> [Prompt] Images are to be excluded from the copy, and the records below reproduced word for word.

Stored items:

******************************

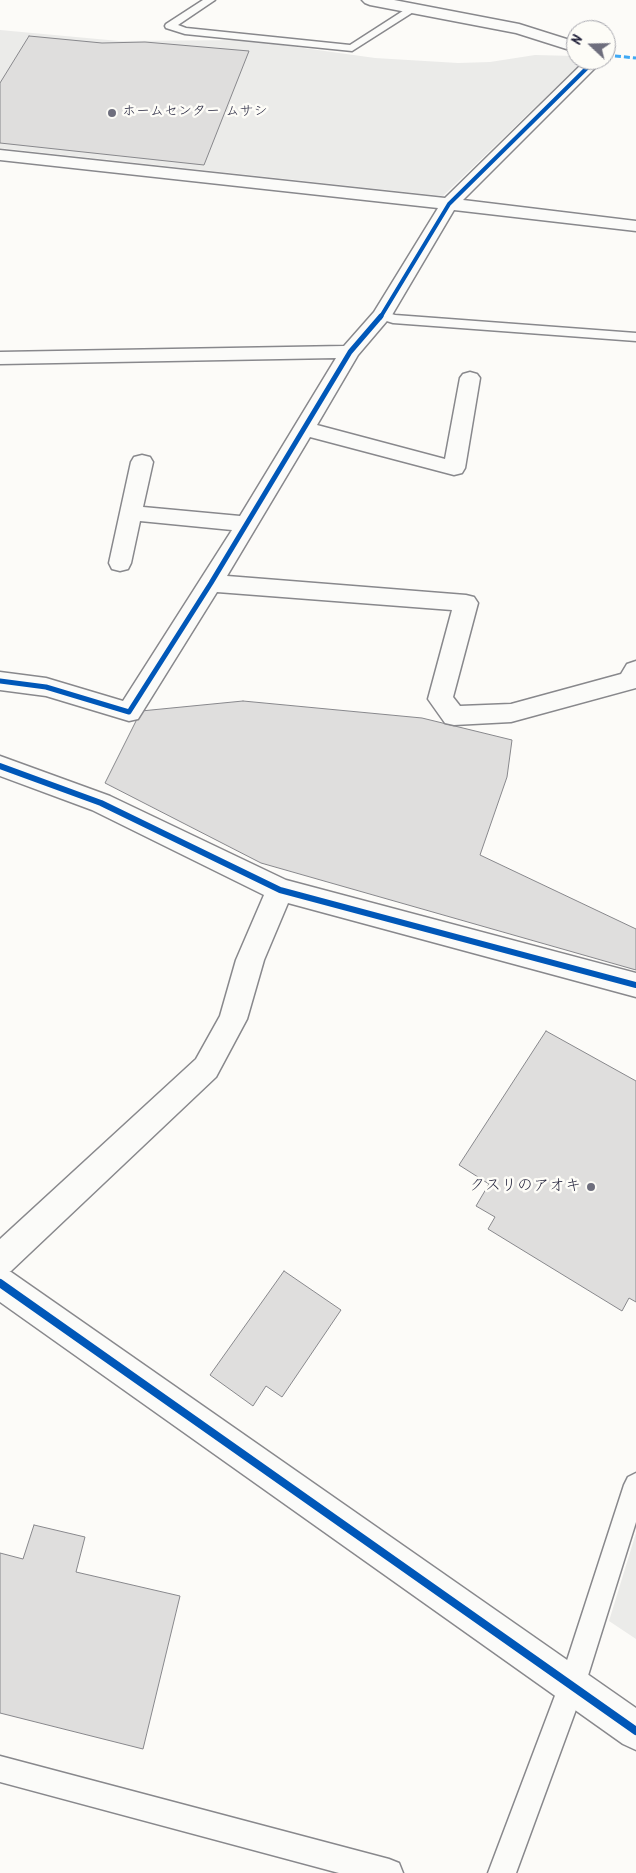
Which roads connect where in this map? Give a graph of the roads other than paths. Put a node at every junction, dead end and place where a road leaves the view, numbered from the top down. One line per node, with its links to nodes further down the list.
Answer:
1 (210, 0): 3 (lane)
2 (370, 0): 3 (street)
3 (412, 9): 4 (street)
4 (566, 44)
5 (585, 70): 7 (street)
6 (0, 155): 7 (street)
7 (450, 204): 8 (street); 9 (street)
8 (636, 226)
9 (382, 315): 10 (lane); 11 (street)
10 (636, 337)
11 (350, 352): 12 (street); 14 (street)
12 (0, 358)
13 (470, 378): 14 (street)
14 (306, 428): 17 (street)
15 (142, 462): 16 (street)
16 (131, 513): 17 (street); 18 (street)
17 (246, 524): 19 (street)
18 (120, 563)
19 (211, 583): 20 (street); 21 (street)
20 (636, 670)
21 (0, 681)
22 (0, 766): 23 (street)
23 (280, 890): 24 (street); 25 (street)
24 (636, 985)
25 (0, 1260)
26 (0, 1283): 28 (street)
27 (636, 1485): 28 (lane)
28 (572, 1685): 29 (street); 32 (lane)
29 (636, 1731)
30 (0, 1769): 31 (lane)
31 (389, 1873)
32 (502, 1873)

******************************

> [Task response]
Which roads connect where in this map? Give a graph of the roads other than paths. Put a node at every junction, dead end and place where a road leaves the view, numbered from the top down. One line per node, with its links to nodes further down the list.
Answer:
1 (210, 0): 3 (lane)
2 (370, 0): 3 (street)
3 (412, 9): 4 (street)
4 (566, 44)
5 (585, 70): 7 (street)
6 (0, 155): 7 (street)
7 (450, 204): 8 (street); 9 (street)
8 (636, 226)
9 (382, 315): 10 (lane); 11 (street)
10 (636, 337)
11 (350, 352): 12 (street); 14 (street)
12 (0, 358)
13 (470, 378): 14 (street)
14 (306, 428): 17 (street)
15 (142, 462): 16 (street)
16 (131, 513): 17 (street); 18 (street)
17 (246, 524): 19 (street)
18 (120, 563)
19 (211, 583): 20 (street); 21 (street)
20 (636, 670)
21 (0, 681)
22 (0, 766): 23 (street)
23 (280, 890): 24 (street); 25 (street)
24 (636, 985)
25 (0, 1260)
26 (0, 1283): 28 (street)
27 (636, 1485): 28 (lane)
28 (572, 1685): 29 (street); 32 (lane)
29 (636, 1731)
30 (0, 1769): 31 (lane)
31 (389, 1873)
32 (502, 1873)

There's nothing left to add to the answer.